Only the lines that hold "every" should be in the answer, each copied from the data below.

Dataset excerpts below:

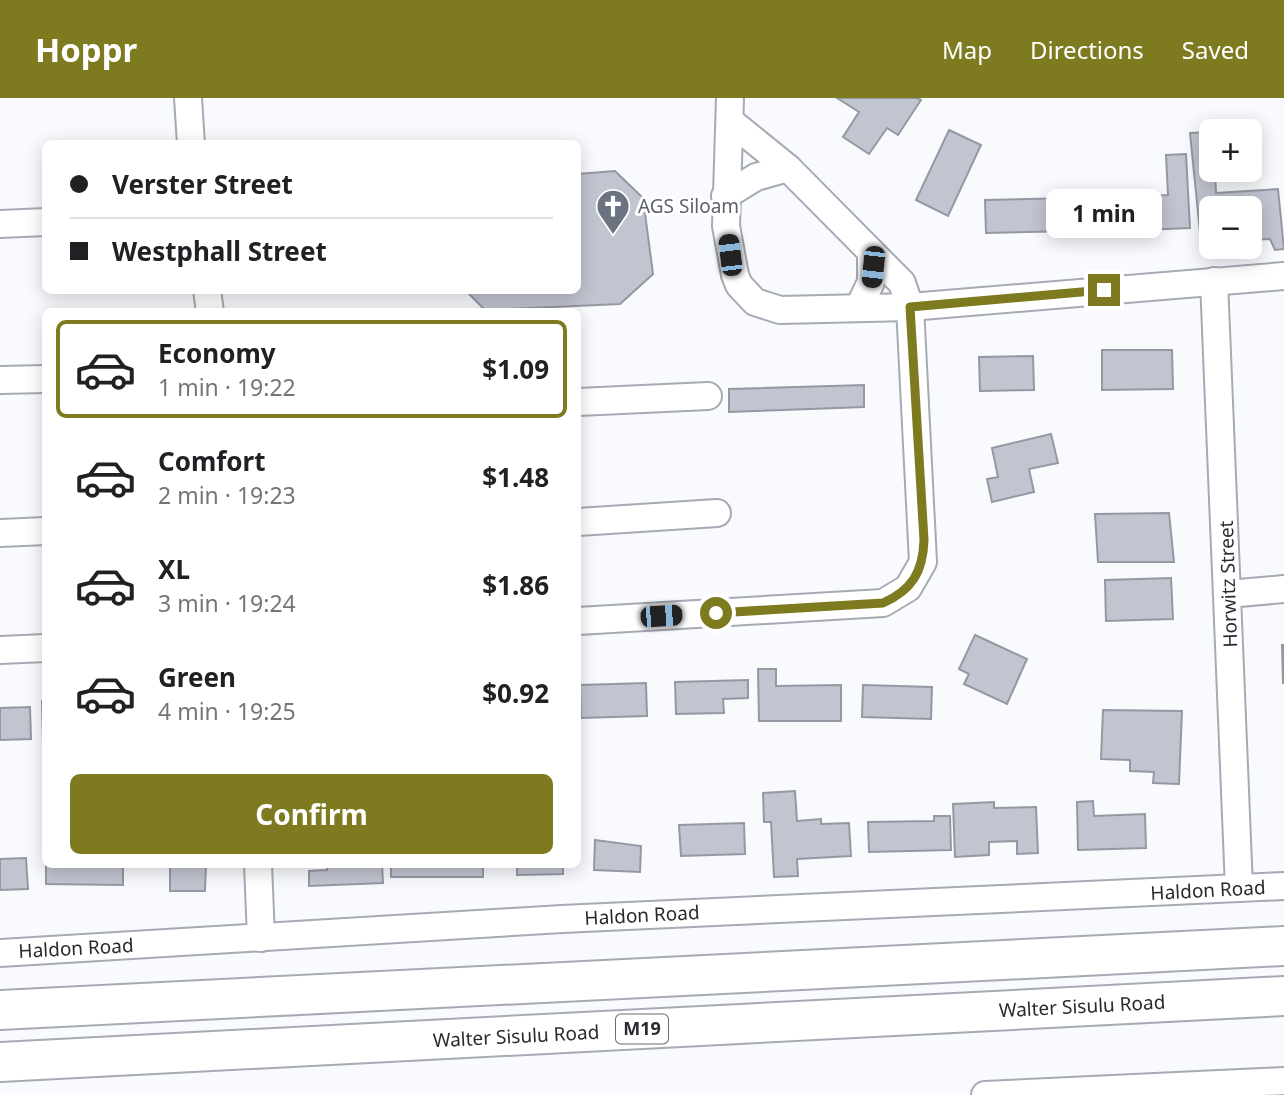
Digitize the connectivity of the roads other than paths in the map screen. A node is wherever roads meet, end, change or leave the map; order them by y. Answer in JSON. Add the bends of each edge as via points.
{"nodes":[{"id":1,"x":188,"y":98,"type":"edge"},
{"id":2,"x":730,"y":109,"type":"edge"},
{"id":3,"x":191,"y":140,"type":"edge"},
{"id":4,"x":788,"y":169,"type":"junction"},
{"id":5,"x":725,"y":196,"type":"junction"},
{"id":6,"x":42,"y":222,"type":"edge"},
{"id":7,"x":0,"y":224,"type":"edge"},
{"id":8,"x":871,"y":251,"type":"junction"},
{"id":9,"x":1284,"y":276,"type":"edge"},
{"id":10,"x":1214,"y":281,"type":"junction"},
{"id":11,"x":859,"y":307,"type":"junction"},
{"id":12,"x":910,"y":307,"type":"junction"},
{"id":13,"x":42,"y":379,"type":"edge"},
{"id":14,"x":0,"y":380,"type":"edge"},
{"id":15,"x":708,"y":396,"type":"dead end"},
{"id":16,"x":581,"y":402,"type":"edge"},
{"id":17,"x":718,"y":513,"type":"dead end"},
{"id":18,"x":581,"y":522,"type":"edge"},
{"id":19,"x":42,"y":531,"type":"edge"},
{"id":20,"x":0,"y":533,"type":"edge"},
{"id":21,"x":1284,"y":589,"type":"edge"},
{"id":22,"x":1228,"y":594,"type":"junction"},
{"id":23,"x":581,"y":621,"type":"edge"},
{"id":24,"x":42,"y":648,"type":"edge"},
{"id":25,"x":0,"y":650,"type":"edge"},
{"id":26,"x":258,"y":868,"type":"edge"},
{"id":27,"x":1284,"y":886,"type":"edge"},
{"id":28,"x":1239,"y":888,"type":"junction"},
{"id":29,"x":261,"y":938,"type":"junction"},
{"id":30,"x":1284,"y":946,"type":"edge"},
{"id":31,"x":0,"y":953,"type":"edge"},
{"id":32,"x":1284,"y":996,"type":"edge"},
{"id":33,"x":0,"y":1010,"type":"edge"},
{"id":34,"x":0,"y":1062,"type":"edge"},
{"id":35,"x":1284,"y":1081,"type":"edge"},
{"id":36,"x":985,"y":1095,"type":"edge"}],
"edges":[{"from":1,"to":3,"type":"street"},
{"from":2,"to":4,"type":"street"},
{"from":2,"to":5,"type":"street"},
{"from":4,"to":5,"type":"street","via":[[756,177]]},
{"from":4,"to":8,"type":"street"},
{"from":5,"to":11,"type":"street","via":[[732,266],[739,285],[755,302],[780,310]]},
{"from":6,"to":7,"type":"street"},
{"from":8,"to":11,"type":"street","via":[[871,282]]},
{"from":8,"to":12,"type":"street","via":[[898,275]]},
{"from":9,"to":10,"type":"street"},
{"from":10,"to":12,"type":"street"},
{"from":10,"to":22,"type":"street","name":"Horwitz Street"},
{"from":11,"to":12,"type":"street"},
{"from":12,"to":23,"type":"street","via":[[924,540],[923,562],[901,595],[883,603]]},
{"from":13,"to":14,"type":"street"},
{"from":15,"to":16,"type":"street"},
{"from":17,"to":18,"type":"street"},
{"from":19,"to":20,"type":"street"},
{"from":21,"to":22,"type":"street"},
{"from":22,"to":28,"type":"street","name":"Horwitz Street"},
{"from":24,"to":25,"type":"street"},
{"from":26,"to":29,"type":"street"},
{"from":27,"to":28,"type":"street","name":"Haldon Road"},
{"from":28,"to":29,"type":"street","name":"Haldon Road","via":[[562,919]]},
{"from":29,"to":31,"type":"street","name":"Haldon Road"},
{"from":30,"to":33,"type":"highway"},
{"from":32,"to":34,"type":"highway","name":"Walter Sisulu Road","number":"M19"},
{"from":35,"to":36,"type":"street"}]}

End of Dataset excerpts.
Dataset excerpts below:

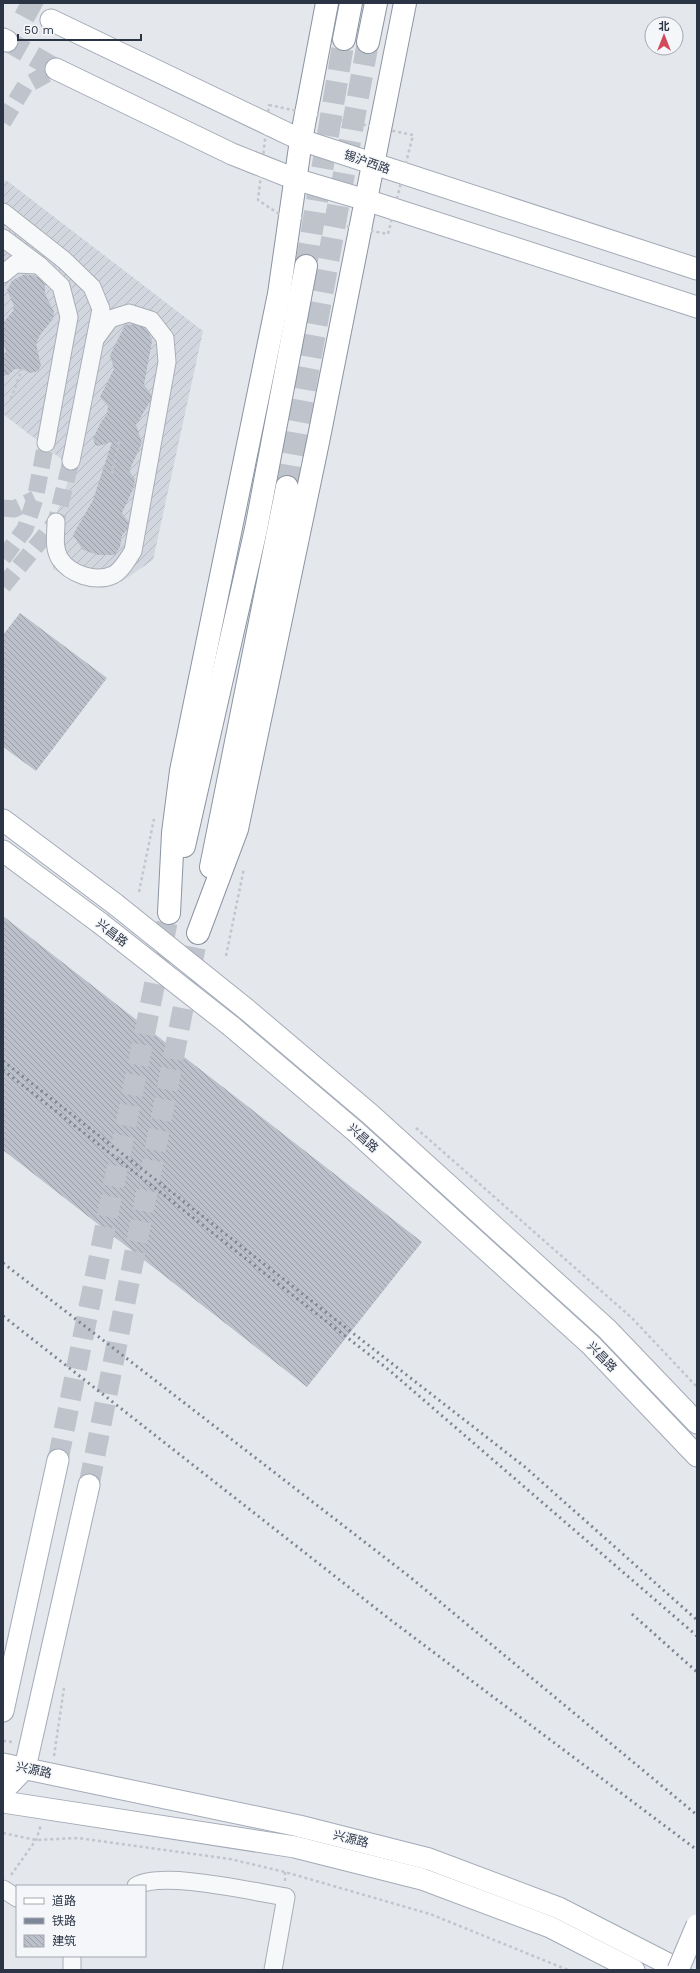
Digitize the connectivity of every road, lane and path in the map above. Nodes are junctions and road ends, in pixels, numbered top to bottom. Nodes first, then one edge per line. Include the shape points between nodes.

End of Dataset excerpts.
Dataset excerpts below:

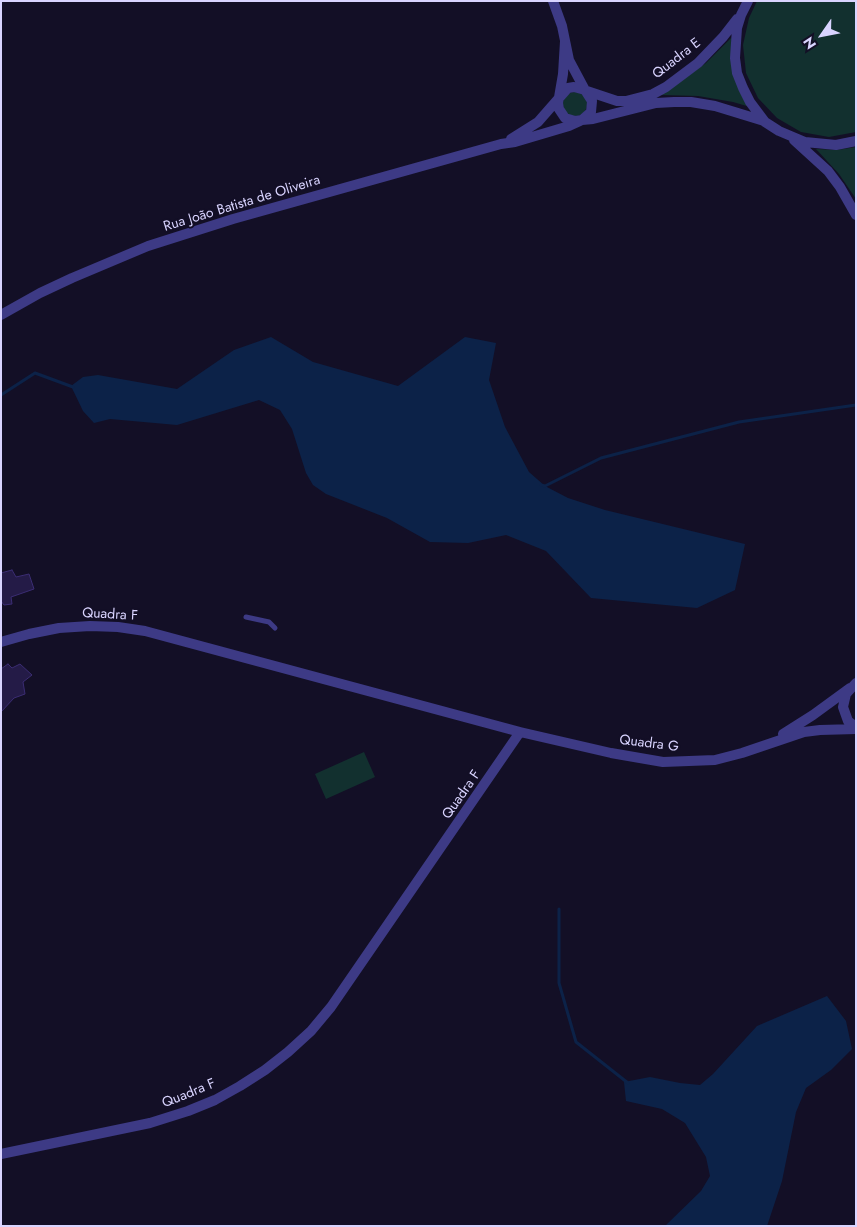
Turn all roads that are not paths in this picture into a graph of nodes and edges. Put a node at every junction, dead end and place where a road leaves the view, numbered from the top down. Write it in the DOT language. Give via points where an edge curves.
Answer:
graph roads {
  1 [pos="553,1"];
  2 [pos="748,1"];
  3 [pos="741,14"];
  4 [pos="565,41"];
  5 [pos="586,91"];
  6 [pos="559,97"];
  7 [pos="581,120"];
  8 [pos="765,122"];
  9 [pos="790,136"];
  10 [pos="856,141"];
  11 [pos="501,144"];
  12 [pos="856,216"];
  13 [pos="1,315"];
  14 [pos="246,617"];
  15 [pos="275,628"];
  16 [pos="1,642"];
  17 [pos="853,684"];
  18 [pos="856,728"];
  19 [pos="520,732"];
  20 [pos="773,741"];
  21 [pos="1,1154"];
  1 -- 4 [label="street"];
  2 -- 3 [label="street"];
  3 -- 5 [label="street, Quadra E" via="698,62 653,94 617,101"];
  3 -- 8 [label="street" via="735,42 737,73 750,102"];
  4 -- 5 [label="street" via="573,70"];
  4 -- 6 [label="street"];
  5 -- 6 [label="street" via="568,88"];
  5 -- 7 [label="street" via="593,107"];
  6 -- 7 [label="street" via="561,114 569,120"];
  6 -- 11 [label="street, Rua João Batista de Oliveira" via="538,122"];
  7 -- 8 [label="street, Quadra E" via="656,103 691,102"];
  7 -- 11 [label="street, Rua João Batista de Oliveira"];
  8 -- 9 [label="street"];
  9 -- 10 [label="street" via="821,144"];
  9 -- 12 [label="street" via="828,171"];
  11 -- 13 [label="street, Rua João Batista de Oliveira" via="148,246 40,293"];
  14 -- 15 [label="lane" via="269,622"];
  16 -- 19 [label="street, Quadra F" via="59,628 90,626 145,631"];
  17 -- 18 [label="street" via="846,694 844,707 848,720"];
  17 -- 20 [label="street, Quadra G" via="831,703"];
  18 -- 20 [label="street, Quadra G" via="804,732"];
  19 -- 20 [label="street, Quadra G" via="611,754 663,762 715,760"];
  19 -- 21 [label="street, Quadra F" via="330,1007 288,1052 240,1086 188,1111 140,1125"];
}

End of Dataset excerpts.

• **Task solution**
Digitize the connectivity of every road, lane and path in the map above. Nodes are junctions and road ends, in pixels, numbered top to bottom. Nodes first, then one edge per line. Include the shape points between nodes.
Turn all roads that are not paths in this picture into a graph of nodes and edges. Put a node at every junction, dead end and place where a road leaves the view, numbered from the top down. Write it in the DOT language. Give via points where an edge curves.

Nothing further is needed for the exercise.